As we grow older and have left our childhood homes, I think most of us find that we take more of those childhood experiences with us than we ever would have imagined. Currently, there is a commercial on TV from Progressive Insurance that depicts a husband taking on the qualities, characteristics, idiosyncrasies and common sayings of his mom. The commercial is presented in a comedic fashion and is pretty entertaining, yet it possesses an undeniable truth for many of us watching – that many of the lessons our parents try to impart really do stick! The line from the commercial that really struck me is when the wife says “some of the things he says are very helpful;” she, unlike most of us (especially when we are young), is willing to give credit where credit due. The lessons of our parents do not only stick, but they also prove valuable to us throughout our lives; and that is why we, in turn, share them with our children.
After seeing this commercial several times, I began thinking of some of the things that were my parents’ common mantras. “Anything worth doing is worth doing well.” “Patience is a virtue.” “Think before you speak.” “Some things are just worth waiting for.” “You will never know unless you try.”
Do any of your parent’s mantras come to mind? Over the years, have they served you well?
As I examined these and many more that had been shared, most all of them taught virtues that my parents wanted to cultivate within their children – virtues that I believe they saw as helping us develop good habits which, in turn, I am sure, they prayed would become our natural inclinations as we became adults. In addition to these frequent mantras, my parents would point to certain practices that had high priority – honesty, respect, and responsibility for our actions. My parents, without ever naming it, were trying to teach us to live a virtuous life.
In 1993 William Bennett’s book, “The Book of Virtues,” was on the bestseller list for 88 weeks. His book seemed to spark the resurgence within our society of the need to revisit the importance of teaching virtues in a very intentional way. Bennett’s book is filled with wonderful poetry, essays and stories – all of them communicating a virtue that would be a treasure of unmeasurable worth for anyone who took possession of it. When asked in an interview why he decided to put this book together, he said that, as he talked to people across the country, this was the common thread – a noticeable disappearance of values and virtues within our culture.
We as Christians have another starting place to find virtues clearly illustrated and intentionally lived out – on the pages of Scriptures.
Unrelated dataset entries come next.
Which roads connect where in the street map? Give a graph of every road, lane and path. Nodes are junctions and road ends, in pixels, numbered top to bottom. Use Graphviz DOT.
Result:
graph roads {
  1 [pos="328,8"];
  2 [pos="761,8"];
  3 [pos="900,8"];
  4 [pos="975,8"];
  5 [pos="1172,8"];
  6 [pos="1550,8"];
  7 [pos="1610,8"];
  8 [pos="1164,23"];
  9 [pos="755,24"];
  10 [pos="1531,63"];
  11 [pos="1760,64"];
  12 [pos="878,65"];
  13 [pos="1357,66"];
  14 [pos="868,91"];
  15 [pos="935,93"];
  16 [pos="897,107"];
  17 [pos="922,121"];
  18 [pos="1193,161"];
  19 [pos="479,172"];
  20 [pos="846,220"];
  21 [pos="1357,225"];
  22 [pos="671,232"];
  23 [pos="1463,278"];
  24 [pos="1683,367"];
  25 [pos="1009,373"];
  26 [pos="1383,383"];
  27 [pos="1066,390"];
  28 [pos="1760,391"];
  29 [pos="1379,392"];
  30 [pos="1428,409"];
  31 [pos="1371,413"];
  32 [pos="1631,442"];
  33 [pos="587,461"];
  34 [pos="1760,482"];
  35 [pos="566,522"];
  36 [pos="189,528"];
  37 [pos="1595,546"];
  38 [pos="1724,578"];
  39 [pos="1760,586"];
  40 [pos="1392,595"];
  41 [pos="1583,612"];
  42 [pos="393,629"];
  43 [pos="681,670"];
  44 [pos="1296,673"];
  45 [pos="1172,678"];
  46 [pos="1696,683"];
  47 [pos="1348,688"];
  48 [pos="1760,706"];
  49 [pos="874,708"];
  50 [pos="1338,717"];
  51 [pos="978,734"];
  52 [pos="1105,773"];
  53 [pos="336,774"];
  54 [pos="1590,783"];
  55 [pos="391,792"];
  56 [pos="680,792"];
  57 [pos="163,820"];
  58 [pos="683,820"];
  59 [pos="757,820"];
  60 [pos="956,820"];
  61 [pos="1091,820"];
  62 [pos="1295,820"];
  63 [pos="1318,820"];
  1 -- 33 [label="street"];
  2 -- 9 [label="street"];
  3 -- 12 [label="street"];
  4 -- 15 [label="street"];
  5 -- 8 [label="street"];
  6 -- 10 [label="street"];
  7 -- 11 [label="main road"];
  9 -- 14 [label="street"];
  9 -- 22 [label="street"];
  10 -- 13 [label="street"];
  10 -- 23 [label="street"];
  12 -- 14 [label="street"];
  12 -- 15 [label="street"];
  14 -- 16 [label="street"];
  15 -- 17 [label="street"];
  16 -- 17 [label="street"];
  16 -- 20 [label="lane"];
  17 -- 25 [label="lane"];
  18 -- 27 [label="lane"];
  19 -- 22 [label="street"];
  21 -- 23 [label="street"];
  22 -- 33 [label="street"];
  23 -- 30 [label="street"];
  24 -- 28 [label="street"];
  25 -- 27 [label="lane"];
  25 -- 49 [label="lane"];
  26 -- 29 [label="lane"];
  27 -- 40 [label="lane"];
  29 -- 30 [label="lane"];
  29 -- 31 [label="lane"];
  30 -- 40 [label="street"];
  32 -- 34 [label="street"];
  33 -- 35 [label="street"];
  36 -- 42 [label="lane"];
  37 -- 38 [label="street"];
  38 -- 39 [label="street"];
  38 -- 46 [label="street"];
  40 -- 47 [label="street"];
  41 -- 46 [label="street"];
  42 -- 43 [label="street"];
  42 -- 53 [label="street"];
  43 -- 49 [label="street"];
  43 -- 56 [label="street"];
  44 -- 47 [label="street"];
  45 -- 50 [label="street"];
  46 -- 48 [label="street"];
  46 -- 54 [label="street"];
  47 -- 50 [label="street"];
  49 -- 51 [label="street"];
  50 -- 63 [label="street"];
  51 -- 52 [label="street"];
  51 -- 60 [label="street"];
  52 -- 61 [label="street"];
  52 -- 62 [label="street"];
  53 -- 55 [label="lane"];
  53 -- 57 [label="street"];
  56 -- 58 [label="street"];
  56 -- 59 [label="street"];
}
The stories that are shared throughout the Old and New Testaments (especially in the books of Wisdom and Proverbs) teach us in their telling and hearing the good habits that we should strive to develop if we want to live the life God envisions for us. The book of Wisdom tells us, “if anyone loves righteousness, her labors are virtues; for she teaches self-control, and prudence, and justice and courage.” We are called to live a life that distinguishes itself by these practices not for our own purposes but instead for the common good – for the welfare of others. These virtues are known as the Cardinal virtues or “hinge virtues” because a habitual inclination to practice these will lead to the fruits of the spirit – charity, kindness, goodness, generosity and peace. We are not expected to do this without help all these things may be accomplished through the powerful gifts of the Holy Spirit.
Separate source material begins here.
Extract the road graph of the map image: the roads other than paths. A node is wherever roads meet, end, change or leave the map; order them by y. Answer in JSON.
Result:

I never would have guessed that, in viewing a commercial, I would be led to this thought process, but I am not surprised; God always shows us the way and has very natural ways of reminding us of what we may be forgetting. I would like to close with the words of St. Paul: “… whatever is true, whatever is honorable, whatever is just, whatever is pure, whatever is lovely, whatever is gracious, if there is anything worthy of praise, think about these things.” This is the journey to holiness!